▶ **DATA EXTRACT**
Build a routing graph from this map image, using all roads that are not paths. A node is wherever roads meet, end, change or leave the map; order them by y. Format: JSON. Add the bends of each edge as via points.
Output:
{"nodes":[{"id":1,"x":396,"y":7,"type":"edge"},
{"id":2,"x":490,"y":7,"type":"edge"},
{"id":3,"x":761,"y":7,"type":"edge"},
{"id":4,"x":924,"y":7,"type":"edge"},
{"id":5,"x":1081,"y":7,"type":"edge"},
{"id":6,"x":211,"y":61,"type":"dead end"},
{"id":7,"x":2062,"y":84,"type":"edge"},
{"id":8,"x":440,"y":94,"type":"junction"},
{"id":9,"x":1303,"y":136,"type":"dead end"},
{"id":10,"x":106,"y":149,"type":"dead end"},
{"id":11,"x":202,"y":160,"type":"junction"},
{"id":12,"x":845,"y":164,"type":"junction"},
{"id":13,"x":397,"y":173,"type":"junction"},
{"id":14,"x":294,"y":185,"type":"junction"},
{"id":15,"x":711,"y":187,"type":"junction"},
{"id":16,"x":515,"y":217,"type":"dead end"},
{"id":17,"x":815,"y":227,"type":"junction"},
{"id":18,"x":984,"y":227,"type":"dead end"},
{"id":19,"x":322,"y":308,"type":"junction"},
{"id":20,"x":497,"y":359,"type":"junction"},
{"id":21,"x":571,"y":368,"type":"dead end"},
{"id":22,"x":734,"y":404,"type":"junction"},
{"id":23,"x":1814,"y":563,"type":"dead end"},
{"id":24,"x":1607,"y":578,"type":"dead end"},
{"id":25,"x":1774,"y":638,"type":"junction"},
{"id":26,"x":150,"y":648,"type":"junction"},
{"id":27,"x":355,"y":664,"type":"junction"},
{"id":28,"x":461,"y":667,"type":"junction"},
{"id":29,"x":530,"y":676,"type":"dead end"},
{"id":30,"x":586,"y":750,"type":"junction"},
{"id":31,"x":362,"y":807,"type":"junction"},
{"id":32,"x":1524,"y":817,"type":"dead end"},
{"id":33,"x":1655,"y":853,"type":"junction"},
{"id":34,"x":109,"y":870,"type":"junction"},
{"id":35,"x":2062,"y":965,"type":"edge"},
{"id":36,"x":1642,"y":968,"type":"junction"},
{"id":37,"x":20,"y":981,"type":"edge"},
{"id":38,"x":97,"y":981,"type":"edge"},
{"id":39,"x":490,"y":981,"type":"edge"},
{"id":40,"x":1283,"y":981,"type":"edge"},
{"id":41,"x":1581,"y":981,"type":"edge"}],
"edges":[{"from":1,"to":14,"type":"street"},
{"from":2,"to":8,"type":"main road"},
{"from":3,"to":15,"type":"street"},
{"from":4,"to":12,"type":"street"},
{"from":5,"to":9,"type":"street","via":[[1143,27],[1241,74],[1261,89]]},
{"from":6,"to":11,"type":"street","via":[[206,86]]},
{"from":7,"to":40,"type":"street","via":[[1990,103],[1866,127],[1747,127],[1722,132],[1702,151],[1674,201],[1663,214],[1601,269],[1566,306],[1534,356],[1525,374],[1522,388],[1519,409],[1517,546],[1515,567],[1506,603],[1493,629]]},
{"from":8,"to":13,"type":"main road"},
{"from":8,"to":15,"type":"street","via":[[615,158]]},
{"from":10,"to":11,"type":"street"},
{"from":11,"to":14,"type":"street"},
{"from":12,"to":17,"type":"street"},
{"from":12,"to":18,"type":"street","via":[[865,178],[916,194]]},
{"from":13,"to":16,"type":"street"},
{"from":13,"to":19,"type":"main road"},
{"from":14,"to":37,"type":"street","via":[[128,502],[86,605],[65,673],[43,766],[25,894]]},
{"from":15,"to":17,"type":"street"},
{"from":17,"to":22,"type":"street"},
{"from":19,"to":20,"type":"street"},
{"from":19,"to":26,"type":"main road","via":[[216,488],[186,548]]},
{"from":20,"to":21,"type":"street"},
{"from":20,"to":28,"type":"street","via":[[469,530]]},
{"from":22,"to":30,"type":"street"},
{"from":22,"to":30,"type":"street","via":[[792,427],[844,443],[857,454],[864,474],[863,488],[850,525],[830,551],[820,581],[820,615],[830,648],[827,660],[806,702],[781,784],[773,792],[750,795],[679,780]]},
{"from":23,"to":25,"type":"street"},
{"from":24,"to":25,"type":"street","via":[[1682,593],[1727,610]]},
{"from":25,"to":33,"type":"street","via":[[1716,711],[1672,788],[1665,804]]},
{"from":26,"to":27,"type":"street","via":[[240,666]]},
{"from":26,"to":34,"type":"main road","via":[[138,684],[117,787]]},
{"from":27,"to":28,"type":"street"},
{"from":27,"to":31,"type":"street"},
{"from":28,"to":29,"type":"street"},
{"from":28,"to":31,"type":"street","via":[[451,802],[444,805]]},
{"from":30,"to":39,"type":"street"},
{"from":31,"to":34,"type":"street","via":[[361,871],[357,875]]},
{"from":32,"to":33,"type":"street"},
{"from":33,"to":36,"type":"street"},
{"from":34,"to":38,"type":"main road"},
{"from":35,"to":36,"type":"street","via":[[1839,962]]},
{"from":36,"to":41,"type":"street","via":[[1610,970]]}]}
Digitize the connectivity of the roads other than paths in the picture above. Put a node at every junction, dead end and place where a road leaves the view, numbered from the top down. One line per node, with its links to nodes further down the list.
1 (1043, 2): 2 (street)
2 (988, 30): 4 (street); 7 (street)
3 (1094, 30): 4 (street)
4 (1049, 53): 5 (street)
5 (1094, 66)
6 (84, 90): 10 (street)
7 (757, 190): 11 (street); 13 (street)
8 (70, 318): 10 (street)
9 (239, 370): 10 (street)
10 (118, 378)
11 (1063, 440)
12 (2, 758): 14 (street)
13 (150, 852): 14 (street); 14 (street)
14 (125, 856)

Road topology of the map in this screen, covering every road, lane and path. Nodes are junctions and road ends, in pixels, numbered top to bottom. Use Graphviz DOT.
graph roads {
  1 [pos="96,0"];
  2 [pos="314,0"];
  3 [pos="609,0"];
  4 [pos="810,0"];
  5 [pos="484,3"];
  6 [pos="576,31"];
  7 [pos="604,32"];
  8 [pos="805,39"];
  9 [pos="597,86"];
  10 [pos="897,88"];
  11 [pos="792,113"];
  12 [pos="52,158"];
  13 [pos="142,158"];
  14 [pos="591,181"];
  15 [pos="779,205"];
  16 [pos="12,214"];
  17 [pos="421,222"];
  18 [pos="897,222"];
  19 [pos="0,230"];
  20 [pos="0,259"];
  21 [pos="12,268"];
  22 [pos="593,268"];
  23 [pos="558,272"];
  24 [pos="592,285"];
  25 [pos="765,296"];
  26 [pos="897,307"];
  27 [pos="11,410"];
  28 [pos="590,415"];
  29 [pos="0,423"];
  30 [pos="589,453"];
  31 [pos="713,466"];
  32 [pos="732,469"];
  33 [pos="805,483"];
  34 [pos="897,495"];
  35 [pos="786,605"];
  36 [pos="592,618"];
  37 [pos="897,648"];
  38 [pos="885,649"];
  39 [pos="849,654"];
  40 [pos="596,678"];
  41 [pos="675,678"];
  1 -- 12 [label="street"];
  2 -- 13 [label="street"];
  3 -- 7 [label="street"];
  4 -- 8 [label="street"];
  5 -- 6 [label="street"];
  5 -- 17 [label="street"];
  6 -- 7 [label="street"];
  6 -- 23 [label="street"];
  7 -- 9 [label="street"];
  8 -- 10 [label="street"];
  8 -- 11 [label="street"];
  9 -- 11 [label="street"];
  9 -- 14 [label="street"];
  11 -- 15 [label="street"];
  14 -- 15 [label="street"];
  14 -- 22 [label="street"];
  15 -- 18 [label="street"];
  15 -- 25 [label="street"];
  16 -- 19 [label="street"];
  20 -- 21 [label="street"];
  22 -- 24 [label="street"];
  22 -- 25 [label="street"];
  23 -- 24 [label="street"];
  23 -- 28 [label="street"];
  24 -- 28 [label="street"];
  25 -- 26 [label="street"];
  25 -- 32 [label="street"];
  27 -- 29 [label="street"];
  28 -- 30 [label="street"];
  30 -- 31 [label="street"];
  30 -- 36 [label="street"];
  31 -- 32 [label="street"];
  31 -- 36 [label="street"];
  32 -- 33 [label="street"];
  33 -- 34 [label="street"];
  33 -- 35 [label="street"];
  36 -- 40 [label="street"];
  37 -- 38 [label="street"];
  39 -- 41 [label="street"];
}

▶ **WORK INSTRUCTIONS**
Filter the data above down to lines with the word "main", and copy them.

▶ **SOLUTION TO THE PROBLEM**
{"from":2,"to":8,"type":"main road"},
{"from":8,"to":13,"type":"main road"},
{"from":13,"to":19,"type":"main road"},
{"from":19,"to":26,"type":"main road","via":[[216,488],[186,548]]},
{"from":26,"to":34,"type":"main road","via":[[138,684],[117,787]]},
{"from":34,"to":38,"type":"main road"},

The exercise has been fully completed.